DESH Bill 2022- Relevance for UPSC Exam

  • GS Paper 2: Governance, Administration and Challenges
    • Government policies and interventions for development in various sectors and issues arising out of their design and implementation.

Development of Enterprises and Services Hub (DESH) Bill, 2022_3.1



DESH Bill 2022 in News

  • Recently, a Workshop on Development of Enterprises and Services Hub (DESH) Bill, 2022 was organized by Department of Commerce in Vanijya Bhawan, New Delhi to have discussion on the DESH Bill with stakeholders from various segments.

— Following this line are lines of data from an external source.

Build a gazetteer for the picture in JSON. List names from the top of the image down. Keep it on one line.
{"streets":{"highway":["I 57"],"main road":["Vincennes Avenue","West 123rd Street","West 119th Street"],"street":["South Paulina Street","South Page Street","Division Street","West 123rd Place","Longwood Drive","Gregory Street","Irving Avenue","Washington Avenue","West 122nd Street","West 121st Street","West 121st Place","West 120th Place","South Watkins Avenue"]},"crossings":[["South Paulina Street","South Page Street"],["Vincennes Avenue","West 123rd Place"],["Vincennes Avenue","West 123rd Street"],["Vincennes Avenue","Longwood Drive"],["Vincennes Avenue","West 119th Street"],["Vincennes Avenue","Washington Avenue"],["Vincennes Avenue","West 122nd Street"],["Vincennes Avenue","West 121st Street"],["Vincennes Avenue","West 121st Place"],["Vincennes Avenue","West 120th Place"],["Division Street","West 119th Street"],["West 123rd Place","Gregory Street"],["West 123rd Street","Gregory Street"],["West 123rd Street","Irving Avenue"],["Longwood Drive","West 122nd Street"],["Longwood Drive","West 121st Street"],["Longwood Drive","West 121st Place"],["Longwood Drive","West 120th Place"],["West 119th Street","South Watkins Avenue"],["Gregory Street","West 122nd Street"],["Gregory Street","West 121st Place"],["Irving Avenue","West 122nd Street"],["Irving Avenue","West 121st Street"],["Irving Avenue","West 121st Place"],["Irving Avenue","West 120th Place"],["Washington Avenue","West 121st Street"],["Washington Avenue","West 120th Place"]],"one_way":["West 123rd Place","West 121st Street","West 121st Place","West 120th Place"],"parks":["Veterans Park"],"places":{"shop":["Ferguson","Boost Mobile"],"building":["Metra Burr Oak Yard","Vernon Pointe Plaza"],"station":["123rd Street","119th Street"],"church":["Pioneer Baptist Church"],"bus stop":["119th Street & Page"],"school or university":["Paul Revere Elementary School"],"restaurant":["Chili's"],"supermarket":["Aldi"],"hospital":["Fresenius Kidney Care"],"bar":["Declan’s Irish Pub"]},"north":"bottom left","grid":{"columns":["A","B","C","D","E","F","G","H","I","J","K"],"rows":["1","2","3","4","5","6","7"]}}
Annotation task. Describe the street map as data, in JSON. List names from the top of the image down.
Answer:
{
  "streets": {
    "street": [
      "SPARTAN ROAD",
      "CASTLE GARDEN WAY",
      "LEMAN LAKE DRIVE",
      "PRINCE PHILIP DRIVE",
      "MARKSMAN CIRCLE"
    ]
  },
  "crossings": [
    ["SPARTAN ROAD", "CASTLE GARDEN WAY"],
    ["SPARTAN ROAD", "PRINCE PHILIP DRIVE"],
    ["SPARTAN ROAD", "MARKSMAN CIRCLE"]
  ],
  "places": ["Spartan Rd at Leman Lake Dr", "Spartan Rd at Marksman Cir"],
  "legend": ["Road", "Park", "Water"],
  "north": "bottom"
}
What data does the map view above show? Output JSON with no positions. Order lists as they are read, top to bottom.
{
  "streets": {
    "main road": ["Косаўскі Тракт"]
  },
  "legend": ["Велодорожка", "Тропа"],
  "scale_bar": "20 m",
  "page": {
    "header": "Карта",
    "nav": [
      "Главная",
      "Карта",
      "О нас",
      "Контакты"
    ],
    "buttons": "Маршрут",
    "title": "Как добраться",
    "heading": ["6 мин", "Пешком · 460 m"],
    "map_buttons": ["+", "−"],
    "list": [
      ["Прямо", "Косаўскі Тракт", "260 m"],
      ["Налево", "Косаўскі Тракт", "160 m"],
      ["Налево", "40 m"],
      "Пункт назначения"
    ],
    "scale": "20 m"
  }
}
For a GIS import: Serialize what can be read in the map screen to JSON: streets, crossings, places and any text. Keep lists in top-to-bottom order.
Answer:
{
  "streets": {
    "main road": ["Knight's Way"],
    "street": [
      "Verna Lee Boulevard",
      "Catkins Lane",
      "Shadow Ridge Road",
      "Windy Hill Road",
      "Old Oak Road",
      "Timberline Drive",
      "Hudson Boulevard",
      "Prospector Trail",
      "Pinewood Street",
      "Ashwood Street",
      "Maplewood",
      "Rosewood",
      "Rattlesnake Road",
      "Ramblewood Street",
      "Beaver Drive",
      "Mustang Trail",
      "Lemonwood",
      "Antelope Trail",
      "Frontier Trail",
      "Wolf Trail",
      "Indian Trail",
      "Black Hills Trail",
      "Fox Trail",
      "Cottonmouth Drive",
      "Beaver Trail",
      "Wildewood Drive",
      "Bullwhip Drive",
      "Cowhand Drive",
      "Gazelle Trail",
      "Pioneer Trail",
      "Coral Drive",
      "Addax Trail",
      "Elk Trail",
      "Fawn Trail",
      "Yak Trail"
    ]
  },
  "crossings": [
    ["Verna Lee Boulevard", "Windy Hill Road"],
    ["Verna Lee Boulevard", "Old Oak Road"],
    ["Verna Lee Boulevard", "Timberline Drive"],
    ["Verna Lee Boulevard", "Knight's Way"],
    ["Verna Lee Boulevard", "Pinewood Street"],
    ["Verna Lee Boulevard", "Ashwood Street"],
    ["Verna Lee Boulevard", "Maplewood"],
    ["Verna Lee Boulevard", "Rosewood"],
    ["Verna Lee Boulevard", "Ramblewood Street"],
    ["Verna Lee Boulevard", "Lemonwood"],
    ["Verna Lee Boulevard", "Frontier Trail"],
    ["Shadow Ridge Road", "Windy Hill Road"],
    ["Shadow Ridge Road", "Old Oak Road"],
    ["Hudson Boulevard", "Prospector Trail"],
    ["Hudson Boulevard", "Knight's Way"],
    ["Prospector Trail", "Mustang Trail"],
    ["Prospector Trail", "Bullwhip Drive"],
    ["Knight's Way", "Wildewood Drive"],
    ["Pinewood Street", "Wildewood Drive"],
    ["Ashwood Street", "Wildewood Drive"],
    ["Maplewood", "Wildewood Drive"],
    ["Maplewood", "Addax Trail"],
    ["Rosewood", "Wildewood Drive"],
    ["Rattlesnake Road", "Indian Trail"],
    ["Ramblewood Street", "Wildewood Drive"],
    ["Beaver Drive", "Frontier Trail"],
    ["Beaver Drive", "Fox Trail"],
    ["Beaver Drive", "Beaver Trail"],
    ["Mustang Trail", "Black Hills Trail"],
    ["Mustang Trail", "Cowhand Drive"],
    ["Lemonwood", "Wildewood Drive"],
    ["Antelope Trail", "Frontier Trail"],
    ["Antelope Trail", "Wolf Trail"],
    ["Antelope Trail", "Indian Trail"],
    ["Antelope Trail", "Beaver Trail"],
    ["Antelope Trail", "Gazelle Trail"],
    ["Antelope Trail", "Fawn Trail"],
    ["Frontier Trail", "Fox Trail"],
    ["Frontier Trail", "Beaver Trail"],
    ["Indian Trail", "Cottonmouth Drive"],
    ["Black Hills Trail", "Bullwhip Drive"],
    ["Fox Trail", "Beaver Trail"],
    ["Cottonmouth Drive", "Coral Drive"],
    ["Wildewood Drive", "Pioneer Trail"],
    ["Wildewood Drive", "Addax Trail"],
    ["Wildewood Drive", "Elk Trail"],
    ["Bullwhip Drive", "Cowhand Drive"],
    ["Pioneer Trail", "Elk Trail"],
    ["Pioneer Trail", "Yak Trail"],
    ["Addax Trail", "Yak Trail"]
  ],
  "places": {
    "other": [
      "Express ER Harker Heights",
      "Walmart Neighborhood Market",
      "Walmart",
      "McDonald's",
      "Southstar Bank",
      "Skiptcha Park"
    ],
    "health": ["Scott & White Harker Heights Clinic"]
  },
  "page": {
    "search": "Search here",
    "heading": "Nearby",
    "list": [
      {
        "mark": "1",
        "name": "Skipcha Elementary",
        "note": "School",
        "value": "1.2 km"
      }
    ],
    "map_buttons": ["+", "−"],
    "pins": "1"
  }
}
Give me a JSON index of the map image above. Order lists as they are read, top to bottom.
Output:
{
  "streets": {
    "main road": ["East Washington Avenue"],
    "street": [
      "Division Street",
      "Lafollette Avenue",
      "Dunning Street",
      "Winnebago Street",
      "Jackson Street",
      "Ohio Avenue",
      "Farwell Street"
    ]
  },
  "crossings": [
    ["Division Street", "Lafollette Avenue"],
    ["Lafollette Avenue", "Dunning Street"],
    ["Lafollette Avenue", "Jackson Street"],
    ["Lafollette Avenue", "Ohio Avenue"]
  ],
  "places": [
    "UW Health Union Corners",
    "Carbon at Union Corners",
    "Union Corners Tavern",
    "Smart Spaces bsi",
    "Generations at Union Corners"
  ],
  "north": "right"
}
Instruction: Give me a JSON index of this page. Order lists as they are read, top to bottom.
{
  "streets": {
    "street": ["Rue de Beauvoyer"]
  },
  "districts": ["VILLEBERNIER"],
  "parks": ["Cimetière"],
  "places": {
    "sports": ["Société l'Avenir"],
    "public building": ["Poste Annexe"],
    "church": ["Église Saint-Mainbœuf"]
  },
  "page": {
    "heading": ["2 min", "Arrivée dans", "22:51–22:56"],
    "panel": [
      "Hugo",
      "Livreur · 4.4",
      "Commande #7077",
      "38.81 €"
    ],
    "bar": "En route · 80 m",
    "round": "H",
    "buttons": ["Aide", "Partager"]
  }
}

DESH Bill 2022- Key Features

  • The new DESH Bill 2022 will replace the existing law governing Special Economic Zones (SEZs).
    • The announcement of a new law was made by Finance Minister Nirmala Sitharaman in the Union Budget in February 2022.
  • Development Hubs: Such hubs will also include existing SEZs. Draft DESH Bill seeks to set up “development hubs” for-
    • Promoting economic activity,
    • Generating employment,
    • Integrating with global supply and value chains and maintaining manufacturing and export competitiveness,
    • Developing infrastructure facilities,
    • Promoting investments, including in research and development (R&D).
  • Enterprise and Service Hubs: Development hubs will be further classified into enterprise and service hubs.
    • While enterprise hubs will permit both manufacturing and services activities, services hubs will permit only services activities.
  • Infrastructure Status: Government plans to give these hubs infrastructure status, at par with sectors such as road, rail waterways, airports to improve access to finance and enable long-term borrowing from lenders at easier terms.
  • Single-Window Portal: An online single-window portal has also been provided under the draft DESH Bill for the grant of time-bound approvals for establishing and operating the hubs.
  • Simplifying rules: Development of Enterprise and Service Hubs (DESH) will be freed from many of the rules that burden SEZs: for instance-
    • They will no longer be required to benet foreign exchange positive and
    • They will be allowed to sell in the domestic market much more easily.
  • WTO Compliant DESH: The units operating within the new hubs will no longer benefit from direct tax incentives, which will be scrapped — a move that will make the hubs compliant with World Trade Organization rules.
  • Promoting Domestic Manufacturing: development hubs will be allowed to sell outside the demarcated area or in the domestic market with duties only to be paid on the imported inputs and raw materials instead of the final product.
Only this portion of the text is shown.